● **EXERCISE GOAL**:
Report back every line of the entries that contains "Colonial", exactly as written.

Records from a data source

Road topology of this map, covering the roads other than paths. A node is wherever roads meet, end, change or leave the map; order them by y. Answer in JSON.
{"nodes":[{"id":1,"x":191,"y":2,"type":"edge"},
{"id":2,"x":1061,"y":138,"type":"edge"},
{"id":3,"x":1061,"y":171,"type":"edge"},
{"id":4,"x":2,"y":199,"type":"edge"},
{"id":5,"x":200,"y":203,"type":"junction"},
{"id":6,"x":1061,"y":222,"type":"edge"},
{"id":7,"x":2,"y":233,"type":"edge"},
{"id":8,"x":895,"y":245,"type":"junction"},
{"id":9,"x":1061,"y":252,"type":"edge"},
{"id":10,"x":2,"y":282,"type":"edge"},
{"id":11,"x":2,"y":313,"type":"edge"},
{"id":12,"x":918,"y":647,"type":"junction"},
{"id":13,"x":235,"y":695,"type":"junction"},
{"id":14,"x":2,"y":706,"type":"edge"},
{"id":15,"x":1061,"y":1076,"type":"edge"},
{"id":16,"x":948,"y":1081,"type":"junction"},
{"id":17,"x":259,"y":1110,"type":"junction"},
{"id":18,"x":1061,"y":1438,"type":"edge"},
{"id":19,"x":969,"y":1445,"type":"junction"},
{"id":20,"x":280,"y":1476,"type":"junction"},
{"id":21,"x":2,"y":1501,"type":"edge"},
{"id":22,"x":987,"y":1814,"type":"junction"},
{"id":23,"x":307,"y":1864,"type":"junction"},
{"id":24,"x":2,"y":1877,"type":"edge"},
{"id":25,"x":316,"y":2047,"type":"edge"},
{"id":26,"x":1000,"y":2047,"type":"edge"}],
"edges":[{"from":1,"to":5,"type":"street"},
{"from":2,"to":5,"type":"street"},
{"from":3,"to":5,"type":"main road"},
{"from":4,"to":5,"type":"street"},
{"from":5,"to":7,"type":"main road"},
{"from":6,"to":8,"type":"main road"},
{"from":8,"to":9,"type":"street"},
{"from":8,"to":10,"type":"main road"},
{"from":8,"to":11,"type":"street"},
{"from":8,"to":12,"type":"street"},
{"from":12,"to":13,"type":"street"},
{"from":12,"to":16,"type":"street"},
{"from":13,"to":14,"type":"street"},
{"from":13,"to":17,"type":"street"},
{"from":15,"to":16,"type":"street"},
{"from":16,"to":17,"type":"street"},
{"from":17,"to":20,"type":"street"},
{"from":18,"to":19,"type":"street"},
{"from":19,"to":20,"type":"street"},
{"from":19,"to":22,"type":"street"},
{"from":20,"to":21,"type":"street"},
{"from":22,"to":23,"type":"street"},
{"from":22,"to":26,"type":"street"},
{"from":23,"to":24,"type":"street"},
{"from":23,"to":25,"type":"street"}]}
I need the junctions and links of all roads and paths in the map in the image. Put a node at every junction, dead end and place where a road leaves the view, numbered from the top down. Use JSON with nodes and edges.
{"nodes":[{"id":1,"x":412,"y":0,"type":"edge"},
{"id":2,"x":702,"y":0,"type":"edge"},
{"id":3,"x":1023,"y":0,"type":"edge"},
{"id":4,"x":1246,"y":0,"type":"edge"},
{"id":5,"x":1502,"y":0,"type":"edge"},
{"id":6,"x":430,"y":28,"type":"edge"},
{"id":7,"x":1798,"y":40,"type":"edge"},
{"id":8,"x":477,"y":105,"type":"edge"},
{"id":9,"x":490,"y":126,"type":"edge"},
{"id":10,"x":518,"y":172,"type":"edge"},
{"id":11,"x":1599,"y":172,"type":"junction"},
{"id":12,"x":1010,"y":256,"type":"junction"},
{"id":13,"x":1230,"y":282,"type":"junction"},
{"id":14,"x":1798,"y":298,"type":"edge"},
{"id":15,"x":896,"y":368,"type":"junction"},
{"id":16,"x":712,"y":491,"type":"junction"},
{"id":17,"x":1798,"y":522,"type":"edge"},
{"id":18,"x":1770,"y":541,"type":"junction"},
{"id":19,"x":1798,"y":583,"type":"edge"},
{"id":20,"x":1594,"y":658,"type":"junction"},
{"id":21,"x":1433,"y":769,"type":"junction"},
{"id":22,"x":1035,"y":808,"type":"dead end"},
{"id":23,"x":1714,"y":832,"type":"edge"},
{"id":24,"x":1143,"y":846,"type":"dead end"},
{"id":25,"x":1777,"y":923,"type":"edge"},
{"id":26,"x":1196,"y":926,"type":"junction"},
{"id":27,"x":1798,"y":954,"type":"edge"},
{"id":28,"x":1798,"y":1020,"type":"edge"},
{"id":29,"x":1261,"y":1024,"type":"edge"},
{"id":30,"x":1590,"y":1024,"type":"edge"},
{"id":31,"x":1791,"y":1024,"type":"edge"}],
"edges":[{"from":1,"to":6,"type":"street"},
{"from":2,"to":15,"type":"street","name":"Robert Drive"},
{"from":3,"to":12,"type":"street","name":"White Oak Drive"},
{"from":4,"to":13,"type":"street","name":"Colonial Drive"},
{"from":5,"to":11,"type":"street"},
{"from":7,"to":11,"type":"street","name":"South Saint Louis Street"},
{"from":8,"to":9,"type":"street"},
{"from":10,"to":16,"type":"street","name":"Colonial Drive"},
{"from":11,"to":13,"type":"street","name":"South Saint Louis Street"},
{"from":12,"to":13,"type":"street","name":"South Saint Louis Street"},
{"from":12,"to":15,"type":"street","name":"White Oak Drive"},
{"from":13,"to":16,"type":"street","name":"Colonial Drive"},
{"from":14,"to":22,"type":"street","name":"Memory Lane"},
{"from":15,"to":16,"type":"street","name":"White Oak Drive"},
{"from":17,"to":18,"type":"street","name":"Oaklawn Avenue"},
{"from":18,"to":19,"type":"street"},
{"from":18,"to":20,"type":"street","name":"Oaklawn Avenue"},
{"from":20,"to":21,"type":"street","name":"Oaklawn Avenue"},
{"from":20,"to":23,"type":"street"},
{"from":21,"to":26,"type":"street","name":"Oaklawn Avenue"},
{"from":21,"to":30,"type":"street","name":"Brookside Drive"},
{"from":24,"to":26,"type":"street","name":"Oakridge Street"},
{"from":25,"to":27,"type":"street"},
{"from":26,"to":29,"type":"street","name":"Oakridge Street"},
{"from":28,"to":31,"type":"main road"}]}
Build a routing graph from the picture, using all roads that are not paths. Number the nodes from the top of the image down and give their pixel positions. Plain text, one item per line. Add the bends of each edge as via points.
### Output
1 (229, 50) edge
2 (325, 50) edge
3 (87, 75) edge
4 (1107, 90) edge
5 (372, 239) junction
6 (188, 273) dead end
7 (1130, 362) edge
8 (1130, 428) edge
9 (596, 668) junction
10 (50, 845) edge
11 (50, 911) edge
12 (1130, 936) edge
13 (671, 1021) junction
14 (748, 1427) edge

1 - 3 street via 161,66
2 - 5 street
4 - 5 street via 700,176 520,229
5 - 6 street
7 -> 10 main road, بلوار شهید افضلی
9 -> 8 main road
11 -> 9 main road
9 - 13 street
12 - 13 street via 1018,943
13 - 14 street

● **YOUR SOLUTION**:
{"from":4,"to":13,"type":"street","name":"Colonial Drive"},
{"from":10,"to":16,"type":"street","name":"Colonial Drive"},
{"from":13,"to":16,"type":"street","name":"Colonial Drive"},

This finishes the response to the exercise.